Published in final edited form as: Cell Metab. 2016 Jul 28;24(2):324–331. doi: 10.1016/j.cmet.2016.07.001

Figure 2. Cell autonomous loss of circadian genes enhances transformation and tumorigenesis.

Figure 2

(A) Graph of histological assessment of lung tumor burden tumor burden in K animals with tumor-specific loss of Bmal1 (Bmal1Δ/Δ) (n=17) compared to WT controls (Bmal1+/+) (n=14). Immunohistochemical staining for Bmal1 in Bmal1+/+ (B) and Bmal1Δ/Δ (C) K tumors, insets represent high magnification images, scale bar=0.1mm. (D) Western blot (WB) and Surveyor analysis of Per2 protein and the Per2 locus, respectively, in KP cell lines where Per2 was target by three different short-guide RNAs (sgRNAs) using the CRISPR/Cas9 system.
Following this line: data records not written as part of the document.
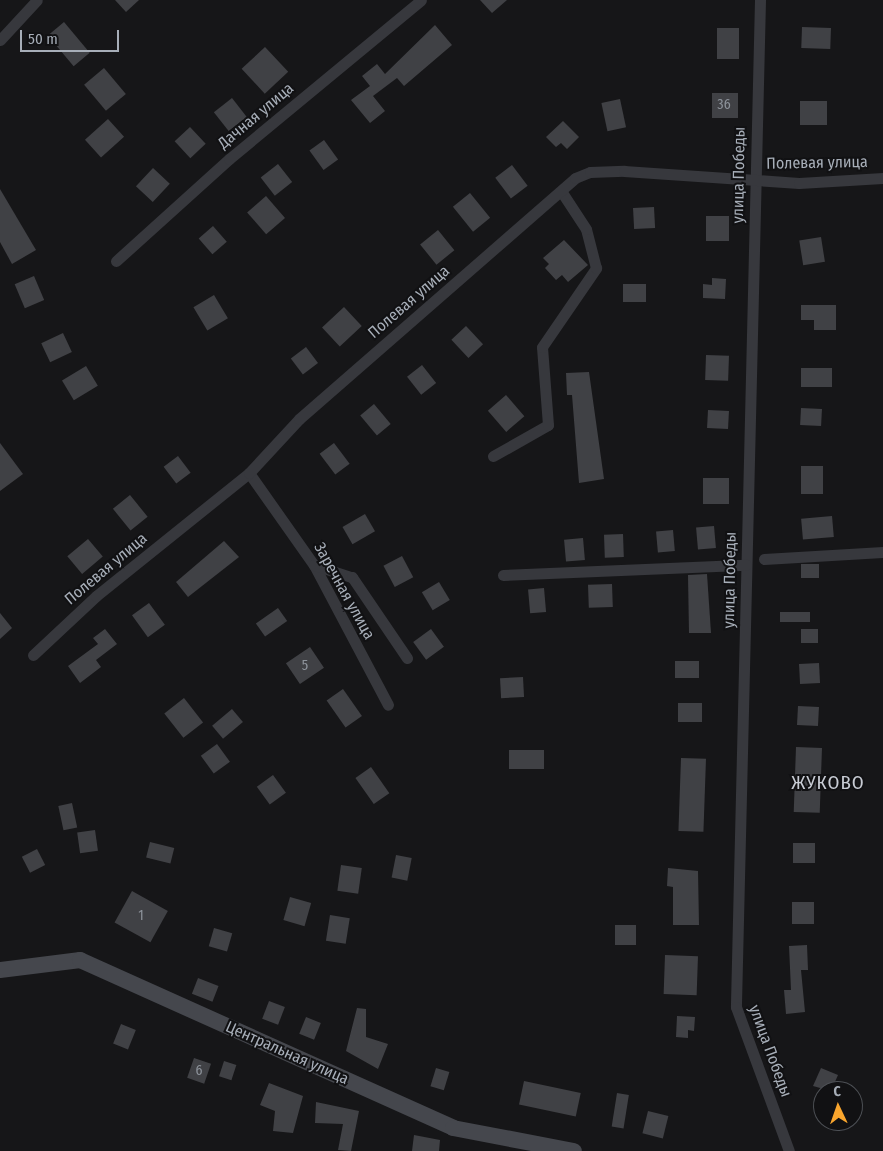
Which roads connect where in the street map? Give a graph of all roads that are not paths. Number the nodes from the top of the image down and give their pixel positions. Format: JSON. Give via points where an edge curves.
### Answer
{"nodes":[{"id":1,"x":37,"y":0,"type":"edge"},
{"id":2,"x":421,"y":0,"type":"edge"},
{"id":3,"x":760,"y":0,"type":"edge"},
{"id":4,"x":0,"y":40,"type":"edge"},
{"id":5,"x":883,"y":178,"type":"edge"},
{"id":6,"x":756,"y":180,"type":"junction"},
{"id":7,"x":561,"y":191,"type":"junction"},
{"id":8,"x":116,"y":261,"type":"dead end"},
{"id":9,"x":493,"y":456,"type":"dead end"},
{"id":10,"x":249,"y":473,"type":"junction"},
{"id":11,"x":883,"y":552,"type":"edge"},
{"id":12,"x":764,"y":559,"type":"dead end"},
{"id":13,"x":314,"y":565,"type":"junction"},
{"id":14,"x":746,"y":565,"type":"junction"},
{"id":15,"x":503,"y":575,"type":"dead end"},
{"id":16,"x":33,"y":655,"type":"dead end"},
{"id":17,"x":407,"y":658,"type":"dead end"},
{"id":18,"x":388,"y":705,"type":"dead end"},
{"id":19,"x":1,"y":968,"type":"edge"},
{"id":20,"x":574,"y":1151,"type":"edge"},
{"id":21,"x":789,"y":1151,"type":"edge"}],
"edges":[{"from":1,"to":4,"type":"street"},
{"from":2,"to":8,"type":"street","name":"Дачная улица","via":[[229,159]]},
{"from":3,"to":6,"type":"street","name":"улица Победы"},
{"from":5,"to":6,"type":"street","name":"Полевая улица","via":[[799,183]]},
{"from":6,"to":7,"type":"street","name":"Полевая улица","via":[[590,172]]},
{"from":6,"to":14,"type":"street","name":"улица Победы"},
{"from":7,"to":9,"type":"street","via":[[586,229],[596,268],[542,347],[548,425]]},
{"from":7,"to":10,"type":"street","name":"Полевая улица","via":[[299,419]]},
{"from":10,"to":13,"type":"street","name":"Заречная улица"},
{"from":10,"to":16,"type":"street","name":"Полевая улица","via":[[96,596]]},
{"from":11,"to":12,"type":"street"},
{"from":13,"to":17,"type":"street","via":[[352,577]]},
{"from":13,"to":18,"type":"street","name":"Заречная улица"},
{"from":14,"to":15,"type":"street"},
{"from":14,"to":21,"type":"street","name":"улица Победы","via":[[736,1008]]},
{"from":19,"to":20,"type":"street","name":"Центральная улица","via":[[80,960],[453,1128]]}]}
Representative of three independent replicate low-density clonogenicity assays in Ctrl (E), sgPer2.1 (F) and sgPer2.3 (G) targeted KP cells. (H) Tumor volume measurements of subcutaneous transplanted CRISPR/Cas9-targeted KP murine lung cancer cells. (I) Flow cytometry measurements of EdU incorporation in KP MEFs with WT (+/+) or mutant (Per2m/m) Per2. (J) Colony numbers from low-density clonogenicity assays in WT (+/+) or mutant (Per2m/m) Per2 KP cells. (K) Colony numbers from 3D agar assays of WT (+/+) or mutant (Per2m/m) Per2 KP cells. All experiments in (E–K) represent data from three independent experimental replicates from 3 independent MEF lines. Note: * = p<0.05, ** = p<0.01, obtained from two-sided Student’s t-test. All error bars denote s.e.m.